Und deshalb ist es auch kein Widerspruch, dass Jugendliche die mit einem Seil und einer schwarzen Regenjacke auf einer antikapitalistischen Demo erwischt werden vor Gericht gezerrt werden, während im Fall der Schattenarmeen bisher lediglich eine Person angeklagt wurde. Weil der Staat nun mal nicht neutral ist – sondern das Instrument der Kapitalistenklasse und wesentlicher Akteur im Klassenkampf!
Mit der Art wie wir unsere Kämpfe heute führen, wie wir auf die Repression, mit der seit G20 immer mehr Linke konfrontiert sind, reagieren, entscheiden wir mit ob der Staat und seine Justiz sich weiterhin als vermeintlich „neutrale“ Instanz präsentieren können oder ob ihr klarer Klassencharakter zum Vorschein kommt.
Esther Bejarano, politisch aktive Überlebende der Shoah sagte einmal: „Wer gegen Nazis kämpft kann sich auf den Staat überhaupt nicht verlassen“ – gleiches gilt auch in anderen Fällen: Wer gegen den Klimawandel kämpft, kann sich weder auf die CDU noch auf die Grünen verlassen.
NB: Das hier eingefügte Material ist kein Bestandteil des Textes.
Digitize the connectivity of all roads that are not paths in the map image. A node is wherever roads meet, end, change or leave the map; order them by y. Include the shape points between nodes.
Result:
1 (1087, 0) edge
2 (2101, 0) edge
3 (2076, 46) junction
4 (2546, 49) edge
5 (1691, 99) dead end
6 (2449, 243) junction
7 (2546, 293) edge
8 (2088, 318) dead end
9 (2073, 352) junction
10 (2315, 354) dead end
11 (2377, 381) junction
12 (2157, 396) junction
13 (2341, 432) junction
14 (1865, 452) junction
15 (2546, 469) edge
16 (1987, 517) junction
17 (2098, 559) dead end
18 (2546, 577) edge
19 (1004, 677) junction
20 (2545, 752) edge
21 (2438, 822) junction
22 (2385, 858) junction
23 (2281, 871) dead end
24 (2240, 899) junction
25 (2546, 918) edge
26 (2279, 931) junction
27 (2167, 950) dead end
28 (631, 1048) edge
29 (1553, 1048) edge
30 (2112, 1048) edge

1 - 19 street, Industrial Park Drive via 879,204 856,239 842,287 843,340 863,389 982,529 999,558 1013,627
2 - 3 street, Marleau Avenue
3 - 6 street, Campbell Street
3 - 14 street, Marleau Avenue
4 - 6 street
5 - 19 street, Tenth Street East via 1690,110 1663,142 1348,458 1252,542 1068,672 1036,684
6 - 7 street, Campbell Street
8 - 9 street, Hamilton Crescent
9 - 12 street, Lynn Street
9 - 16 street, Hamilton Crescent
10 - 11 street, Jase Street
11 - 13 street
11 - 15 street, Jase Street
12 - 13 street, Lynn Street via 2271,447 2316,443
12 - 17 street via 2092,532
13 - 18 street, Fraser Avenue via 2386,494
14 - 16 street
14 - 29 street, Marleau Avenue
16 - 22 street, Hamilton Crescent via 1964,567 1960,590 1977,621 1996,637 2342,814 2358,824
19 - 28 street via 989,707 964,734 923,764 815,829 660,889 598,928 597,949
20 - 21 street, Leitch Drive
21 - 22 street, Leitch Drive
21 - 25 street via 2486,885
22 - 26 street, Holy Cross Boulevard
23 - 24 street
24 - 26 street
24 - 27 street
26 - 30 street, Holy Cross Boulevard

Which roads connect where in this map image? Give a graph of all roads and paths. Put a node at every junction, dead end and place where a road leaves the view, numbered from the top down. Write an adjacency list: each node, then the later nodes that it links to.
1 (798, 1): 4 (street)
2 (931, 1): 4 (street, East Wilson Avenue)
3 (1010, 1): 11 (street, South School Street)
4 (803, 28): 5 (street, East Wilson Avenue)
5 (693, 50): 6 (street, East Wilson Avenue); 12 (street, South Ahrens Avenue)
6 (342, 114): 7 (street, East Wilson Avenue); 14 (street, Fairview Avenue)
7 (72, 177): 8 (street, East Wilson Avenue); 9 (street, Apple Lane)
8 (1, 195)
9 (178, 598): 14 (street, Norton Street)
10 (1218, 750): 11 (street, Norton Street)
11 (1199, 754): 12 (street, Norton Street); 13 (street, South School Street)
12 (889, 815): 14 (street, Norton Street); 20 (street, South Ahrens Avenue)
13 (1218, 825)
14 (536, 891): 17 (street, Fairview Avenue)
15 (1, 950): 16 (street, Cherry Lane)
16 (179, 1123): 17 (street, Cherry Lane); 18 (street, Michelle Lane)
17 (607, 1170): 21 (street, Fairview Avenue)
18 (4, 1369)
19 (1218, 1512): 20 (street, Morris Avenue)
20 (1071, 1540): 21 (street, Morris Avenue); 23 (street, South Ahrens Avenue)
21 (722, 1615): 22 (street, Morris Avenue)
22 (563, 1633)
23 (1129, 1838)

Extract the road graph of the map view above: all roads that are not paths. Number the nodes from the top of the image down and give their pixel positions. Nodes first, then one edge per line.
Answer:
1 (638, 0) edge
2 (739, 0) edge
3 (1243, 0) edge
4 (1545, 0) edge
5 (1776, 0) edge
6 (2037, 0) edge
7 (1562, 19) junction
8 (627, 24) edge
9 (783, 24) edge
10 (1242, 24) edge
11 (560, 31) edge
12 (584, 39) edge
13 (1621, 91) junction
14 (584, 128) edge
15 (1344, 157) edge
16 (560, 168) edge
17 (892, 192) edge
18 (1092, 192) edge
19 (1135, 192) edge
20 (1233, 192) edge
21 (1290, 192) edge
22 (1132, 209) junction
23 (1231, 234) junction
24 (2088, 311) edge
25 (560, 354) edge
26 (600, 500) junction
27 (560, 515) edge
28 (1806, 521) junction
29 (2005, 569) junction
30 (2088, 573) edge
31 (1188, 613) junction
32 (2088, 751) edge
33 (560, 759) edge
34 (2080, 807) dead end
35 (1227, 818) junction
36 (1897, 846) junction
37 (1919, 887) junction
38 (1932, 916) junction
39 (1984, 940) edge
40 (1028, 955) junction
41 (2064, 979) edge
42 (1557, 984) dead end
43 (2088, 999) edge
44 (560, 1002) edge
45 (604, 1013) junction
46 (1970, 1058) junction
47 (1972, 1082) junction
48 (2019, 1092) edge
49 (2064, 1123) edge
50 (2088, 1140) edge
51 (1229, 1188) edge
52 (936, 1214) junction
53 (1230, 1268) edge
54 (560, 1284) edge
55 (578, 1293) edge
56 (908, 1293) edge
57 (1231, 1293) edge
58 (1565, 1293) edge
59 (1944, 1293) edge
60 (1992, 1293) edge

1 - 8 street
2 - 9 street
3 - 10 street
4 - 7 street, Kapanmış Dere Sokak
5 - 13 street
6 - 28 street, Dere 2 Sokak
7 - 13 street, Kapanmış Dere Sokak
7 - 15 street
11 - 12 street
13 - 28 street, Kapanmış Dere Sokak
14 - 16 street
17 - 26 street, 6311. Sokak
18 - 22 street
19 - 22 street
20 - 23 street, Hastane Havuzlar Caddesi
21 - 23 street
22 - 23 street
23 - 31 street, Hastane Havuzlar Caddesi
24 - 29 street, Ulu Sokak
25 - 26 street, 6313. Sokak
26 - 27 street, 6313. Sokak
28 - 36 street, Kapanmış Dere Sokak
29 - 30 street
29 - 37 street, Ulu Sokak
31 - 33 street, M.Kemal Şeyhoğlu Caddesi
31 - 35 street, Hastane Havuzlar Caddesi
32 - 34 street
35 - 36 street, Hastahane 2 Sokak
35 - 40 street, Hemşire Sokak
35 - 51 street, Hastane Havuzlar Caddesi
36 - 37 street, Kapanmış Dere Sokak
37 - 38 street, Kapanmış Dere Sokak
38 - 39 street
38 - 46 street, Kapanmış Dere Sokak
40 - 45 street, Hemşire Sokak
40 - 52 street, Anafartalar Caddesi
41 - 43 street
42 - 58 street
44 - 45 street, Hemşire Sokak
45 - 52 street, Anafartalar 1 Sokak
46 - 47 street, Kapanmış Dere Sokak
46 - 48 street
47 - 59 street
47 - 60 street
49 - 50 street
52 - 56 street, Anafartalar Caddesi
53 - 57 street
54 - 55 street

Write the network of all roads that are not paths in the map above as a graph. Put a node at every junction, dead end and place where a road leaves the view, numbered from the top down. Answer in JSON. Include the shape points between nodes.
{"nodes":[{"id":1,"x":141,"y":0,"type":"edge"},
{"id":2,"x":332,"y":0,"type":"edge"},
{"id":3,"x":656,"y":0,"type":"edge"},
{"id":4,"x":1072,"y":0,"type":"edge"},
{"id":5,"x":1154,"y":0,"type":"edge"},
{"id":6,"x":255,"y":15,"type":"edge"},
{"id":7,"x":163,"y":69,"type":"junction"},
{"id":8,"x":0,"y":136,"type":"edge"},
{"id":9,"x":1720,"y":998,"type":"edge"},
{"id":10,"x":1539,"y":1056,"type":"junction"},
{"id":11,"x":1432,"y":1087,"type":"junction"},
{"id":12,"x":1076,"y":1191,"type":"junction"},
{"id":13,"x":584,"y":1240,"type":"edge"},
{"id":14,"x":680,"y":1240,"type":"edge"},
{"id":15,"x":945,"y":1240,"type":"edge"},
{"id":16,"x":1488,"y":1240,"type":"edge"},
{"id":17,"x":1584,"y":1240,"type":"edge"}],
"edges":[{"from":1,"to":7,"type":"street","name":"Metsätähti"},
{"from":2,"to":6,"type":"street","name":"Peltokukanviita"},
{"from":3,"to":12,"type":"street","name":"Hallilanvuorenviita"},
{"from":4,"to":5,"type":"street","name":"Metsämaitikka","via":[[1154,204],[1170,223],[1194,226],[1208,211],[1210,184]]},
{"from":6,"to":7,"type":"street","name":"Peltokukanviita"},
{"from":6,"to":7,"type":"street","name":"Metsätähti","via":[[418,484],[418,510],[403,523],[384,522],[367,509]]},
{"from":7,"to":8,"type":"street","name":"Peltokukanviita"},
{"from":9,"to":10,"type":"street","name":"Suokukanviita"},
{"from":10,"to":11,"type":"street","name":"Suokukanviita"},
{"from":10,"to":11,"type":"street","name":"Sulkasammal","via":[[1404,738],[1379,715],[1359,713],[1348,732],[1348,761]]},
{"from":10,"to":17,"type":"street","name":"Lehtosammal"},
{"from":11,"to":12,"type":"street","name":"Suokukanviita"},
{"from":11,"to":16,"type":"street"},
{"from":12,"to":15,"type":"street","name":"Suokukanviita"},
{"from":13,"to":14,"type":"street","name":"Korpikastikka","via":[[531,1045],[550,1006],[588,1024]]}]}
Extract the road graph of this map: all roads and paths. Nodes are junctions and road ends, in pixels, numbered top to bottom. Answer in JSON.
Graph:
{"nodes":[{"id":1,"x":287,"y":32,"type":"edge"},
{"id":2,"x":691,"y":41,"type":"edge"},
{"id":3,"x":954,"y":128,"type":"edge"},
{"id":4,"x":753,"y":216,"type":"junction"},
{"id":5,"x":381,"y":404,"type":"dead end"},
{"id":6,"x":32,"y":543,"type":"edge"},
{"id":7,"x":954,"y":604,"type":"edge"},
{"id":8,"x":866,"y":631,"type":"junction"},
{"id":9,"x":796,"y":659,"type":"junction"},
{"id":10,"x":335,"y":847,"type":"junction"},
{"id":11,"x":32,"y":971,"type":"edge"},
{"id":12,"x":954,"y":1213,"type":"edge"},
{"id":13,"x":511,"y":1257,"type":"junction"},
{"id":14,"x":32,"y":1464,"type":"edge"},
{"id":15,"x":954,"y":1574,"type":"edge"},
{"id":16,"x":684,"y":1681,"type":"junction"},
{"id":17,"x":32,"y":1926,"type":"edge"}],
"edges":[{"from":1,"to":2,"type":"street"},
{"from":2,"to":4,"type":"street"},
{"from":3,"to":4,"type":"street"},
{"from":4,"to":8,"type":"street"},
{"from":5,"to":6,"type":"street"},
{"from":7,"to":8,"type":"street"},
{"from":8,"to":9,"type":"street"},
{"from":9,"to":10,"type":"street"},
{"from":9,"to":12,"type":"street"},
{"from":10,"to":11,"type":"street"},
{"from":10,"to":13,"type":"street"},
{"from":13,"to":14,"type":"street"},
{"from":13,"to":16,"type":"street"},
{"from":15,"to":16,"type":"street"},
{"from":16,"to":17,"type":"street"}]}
Wer für ein Informationsrecht über Abtreibung kämpft, kann sich nicht auf die SPD verlassen. Wer für bessere Arbeitsbedinungen oder um seinen Arbeitsplatz kämpft, kann sich im Zweifel nur auf die Solidarität derjenigen verlassen, die in der gleichen Lage stecken. Diese Solidarität gilt es aufzubauen – im Kampf gegen Kapital, Polizei, Justiz und ihren tiefen Staat.
Solidarität aufbauen – Kriminell ist nicht der Widerstand, kriminell ist das kapitalistische System!